A good chunk of acceptance criteria is either blatantly obvious or very difficult to identify at the time it's written. When a product is being built, however, it all becomes fairly obvious.  A good PM should be able to identify and write up good acceptance criteria, just like a good engineer should be able to write good code without bugs. And this is generally the case.

The problem is that nobody is perfect. Checklists are rarely exhaustive but, like backlogs, they carry a particular weight and importance in them, to the point where they become a crutch to teams  talking about how something is supposed to work. Software that enables you to publish a checklist of acceptance criteria can therefore be dangerous and where bugs are born.

The Split Stories

This is when you have multiple engineers on the same team who work on different parts of the stack and begin splitting up the stories into different components or tasks (e.g. "Sort list by relevancy (front end)" "Sort list by relevancy (backend)" "Sort list by relevance (design)"). This is usually the result of team members turning the Board into a to-do list game ("I closed out my stories"). It's also a clear sign that things aren't necessarily going as Agile as you had planned.
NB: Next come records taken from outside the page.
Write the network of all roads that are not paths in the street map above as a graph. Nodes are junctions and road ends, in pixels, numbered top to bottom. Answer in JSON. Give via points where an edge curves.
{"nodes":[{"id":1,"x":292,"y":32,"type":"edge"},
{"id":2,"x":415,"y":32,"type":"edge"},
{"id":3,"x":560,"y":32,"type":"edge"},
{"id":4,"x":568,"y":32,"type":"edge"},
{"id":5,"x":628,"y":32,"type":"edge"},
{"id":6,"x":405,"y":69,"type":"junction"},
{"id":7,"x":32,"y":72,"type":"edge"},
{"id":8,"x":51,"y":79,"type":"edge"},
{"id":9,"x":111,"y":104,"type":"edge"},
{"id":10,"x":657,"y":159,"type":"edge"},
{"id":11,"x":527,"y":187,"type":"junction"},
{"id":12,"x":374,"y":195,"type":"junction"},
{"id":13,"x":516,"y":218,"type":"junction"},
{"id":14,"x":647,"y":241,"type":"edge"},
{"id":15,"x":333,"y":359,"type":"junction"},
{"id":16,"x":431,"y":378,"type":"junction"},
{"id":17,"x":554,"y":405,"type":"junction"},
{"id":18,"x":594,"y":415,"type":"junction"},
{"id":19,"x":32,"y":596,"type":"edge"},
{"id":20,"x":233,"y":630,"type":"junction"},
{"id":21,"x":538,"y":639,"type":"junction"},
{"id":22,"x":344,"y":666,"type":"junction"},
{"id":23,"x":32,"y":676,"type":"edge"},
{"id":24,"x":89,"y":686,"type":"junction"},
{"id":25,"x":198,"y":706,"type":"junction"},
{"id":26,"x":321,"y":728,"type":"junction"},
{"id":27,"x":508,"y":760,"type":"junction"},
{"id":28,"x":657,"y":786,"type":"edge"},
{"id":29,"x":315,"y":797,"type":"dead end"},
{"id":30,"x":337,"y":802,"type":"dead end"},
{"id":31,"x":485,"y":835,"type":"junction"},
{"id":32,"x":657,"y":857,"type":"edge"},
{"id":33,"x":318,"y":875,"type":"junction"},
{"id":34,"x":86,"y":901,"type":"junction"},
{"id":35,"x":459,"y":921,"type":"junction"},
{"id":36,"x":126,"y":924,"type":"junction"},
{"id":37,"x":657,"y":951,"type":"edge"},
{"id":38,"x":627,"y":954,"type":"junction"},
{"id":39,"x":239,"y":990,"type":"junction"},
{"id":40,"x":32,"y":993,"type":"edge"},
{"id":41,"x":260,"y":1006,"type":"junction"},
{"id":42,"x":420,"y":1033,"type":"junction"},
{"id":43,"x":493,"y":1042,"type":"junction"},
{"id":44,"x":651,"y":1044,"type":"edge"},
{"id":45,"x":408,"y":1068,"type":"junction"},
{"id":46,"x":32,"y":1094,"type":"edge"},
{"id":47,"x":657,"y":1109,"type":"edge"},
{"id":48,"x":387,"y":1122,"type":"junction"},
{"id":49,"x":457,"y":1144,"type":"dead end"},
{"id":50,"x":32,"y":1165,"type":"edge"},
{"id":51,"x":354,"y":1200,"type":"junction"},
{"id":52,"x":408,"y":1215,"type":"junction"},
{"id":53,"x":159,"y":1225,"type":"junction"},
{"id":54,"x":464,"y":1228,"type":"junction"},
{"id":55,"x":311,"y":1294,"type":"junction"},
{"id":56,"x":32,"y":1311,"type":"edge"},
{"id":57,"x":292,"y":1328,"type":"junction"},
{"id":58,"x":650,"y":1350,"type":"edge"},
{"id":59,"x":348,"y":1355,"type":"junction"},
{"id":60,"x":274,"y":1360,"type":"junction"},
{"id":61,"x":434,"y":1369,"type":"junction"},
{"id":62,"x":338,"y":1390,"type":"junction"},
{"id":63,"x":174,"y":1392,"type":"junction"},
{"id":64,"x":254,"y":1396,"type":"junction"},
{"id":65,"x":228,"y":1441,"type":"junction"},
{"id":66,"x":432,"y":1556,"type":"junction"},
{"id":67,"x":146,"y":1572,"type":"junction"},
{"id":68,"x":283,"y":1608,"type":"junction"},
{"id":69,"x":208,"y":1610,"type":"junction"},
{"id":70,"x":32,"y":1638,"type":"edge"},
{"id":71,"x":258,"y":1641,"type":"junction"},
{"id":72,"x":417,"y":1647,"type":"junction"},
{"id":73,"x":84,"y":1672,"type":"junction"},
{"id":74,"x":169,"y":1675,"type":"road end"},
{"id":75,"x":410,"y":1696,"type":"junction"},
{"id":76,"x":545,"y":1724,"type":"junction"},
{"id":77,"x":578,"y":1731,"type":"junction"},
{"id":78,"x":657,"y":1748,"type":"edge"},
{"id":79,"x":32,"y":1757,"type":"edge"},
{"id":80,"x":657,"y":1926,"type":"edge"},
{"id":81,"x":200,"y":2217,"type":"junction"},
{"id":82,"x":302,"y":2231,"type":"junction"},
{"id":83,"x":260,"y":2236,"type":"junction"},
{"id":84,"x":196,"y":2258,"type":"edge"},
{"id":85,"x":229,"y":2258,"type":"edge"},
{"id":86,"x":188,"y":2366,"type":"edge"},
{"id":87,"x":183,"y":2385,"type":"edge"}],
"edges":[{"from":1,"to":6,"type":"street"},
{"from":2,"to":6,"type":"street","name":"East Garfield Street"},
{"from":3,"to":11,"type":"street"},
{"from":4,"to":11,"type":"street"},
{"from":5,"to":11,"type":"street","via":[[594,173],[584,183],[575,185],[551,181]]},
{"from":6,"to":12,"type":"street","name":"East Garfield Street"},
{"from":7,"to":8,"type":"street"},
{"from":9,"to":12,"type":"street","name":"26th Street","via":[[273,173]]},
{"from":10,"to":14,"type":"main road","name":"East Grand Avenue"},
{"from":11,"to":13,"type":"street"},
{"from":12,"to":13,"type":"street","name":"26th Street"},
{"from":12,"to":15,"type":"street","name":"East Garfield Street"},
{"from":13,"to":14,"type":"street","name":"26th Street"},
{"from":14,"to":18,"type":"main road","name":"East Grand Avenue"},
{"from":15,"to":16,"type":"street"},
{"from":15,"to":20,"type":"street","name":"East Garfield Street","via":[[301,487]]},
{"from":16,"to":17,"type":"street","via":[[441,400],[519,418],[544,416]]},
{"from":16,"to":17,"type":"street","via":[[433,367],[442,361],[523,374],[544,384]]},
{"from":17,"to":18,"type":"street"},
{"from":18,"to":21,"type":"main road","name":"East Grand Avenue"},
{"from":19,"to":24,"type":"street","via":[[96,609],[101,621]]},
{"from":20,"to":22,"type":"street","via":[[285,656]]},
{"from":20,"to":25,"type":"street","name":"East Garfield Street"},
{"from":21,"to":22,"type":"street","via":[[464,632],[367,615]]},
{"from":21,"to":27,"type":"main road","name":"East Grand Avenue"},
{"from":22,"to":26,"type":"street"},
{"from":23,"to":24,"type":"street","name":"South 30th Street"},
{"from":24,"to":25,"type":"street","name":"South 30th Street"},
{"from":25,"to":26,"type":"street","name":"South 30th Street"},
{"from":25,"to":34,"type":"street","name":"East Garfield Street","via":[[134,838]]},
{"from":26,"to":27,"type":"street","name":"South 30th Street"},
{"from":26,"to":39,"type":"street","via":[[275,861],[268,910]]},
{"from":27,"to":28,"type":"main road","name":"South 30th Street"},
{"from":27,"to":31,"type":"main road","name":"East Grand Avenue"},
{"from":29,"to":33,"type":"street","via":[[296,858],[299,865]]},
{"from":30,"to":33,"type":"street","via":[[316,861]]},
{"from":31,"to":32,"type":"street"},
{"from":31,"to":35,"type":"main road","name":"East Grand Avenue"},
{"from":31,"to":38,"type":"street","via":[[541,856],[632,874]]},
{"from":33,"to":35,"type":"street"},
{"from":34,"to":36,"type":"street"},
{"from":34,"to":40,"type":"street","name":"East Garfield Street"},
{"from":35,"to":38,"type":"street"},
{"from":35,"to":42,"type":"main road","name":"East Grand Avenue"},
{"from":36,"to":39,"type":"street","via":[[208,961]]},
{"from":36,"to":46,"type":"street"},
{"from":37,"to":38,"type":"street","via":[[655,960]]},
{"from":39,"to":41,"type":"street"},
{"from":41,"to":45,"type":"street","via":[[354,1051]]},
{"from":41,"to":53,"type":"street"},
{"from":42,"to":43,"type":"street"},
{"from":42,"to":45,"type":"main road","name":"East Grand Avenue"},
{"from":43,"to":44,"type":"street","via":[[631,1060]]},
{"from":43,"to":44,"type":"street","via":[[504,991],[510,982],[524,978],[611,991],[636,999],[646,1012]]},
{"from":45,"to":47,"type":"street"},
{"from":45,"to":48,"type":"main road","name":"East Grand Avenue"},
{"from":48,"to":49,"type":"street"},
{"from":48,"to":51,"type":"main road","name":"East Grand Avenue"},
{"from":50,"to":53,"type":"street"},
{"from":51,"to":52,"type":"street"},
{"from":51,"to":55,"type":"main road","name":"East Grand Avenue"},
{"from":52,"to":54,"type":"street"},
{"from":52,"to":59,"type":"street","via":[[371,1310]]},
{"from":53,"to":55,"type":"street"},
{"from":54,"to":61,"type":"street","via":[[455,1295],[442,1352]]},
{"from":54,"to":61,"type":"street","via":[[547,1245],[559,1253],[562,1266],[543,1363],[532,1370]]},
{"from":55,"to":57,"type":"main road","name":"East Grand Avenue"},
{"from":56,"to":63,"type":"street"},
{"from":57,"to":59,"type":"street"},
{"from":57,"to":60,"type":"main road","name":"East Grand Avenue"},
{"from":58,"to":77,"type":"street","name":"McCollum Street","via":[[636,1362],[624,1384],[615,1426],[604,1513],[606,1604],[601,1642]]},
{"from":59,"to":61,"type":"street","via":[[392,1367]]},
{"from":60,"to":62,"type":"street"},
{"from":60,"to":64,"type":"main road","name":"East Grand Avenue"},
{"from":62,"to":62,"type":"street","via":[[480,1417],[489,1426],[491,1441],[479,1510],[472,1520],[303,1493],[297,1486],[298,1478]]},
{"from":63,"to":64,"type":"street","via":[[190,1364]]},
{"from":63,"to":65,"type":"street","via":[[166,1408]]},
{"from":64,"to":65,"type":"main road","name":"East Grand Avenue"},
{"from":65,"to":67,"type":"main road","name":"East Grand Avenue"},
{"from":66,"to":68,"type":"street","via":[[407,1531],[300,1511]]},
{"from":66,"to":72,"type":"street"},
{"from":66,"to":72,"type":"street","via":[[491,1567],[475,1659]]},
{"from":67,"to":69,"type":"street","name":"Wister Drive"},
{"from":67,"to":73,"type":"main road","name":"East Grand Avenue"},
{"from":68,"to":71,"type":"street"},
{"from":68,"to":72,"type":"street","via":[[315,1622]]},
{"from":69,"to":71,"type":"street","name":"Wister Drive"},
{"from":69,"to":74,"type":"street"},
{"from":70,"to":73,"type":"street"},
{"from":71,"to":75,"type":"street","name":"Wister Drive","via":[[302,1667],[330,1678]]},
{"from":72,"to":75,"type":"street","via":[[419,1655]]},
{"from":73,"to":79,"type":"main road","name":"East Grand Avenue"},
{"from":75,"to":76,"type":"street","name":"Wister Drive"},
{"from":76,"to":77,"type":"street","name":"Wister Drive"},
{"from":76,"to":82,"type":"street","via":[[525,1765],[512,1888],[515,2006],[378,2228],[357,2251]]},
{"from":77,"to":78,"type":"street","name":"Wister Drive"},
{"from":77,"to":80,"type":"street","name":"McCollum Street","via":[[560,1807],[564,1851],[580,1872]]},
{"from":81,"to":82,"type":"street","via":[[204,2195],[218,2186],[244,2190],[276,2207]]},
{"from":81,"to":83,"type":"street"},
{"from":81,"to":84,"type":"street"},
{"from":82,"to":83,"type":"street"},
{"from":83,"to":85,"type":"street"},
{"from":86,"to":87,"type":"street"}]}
The Way Forward - Minimum Viable Process

When I co-founded this current company, I had a vision of building a ticket-less company - a company that never needed a bunch of user stories and JIRA boards (except for bug tracking).

We currently have some longer term goals that are clearly defined and discussed along with a very clear understanding of globally what we're trying to build and why. We operate on weekly "sprints" where we discuss what we want to accomplish and deliver as a team over the next week, then go do it. Then at the end of the week we demo it and talk about what worked or didn't work.

One month in, it's working really well. We're building at a faster pace than we first intended. There are a few areas where we've been too minimum and I've already developed some lightweight documents and communications to fill in. We've iterated on the meeting schedule once as well. There have been moments where I've been deliberately vague and continue to be in order to foster a culture of ownership, autonomy, and creativity. This has been difficult for me, if you know me.

Any Minimum Viable Process needs to have good communication. Teams and organization need to have good, focused, constructive communication. Leadership needs to communicate clearly the what and why and it can't be a million different things. Everyone you talk to in an org should know what success looks like in the next 30/60/90 and longer term, and should tell you the same thing. Within teams it needs to be understood what needs to built to get there. Whatever iterative cycles you work under should have clear shared understand of what needs to be delivered at the outset and throughout. Effective communication solves 90% of the need of process.

Teams also need to have autonomy to solve problems. As a manager your job is to identify the right problems to solve and customer outcomes to realize. Your team is there to design and build solutions. The more you can get into that mindset the better. For me, I've been being very deliberate about removing myself from the "solutions" process. I don't want to be in the weeds on the solution side. Not that I don't think I have good input and insight, but its just not a good process.

I don't profess to have a clear 5 step solution for the proper way forward and to be honest it's whatever works for your team and your org. I do think teams should think a great deal about how the software systems they use to build products affect how and what they ship and adapt a Minimum Viable Process - the least amount of process your team needs to build great software quickly and efficiently.

I saw this tweet yesterday that referenced a tweet storm that sums up much of this post.

Ironically it references a tweet storm from the co-founder of Linear, an anti-story PM tool. I've heard good things and perhaps will check it out, but I'm not in any rush to mess with what is working.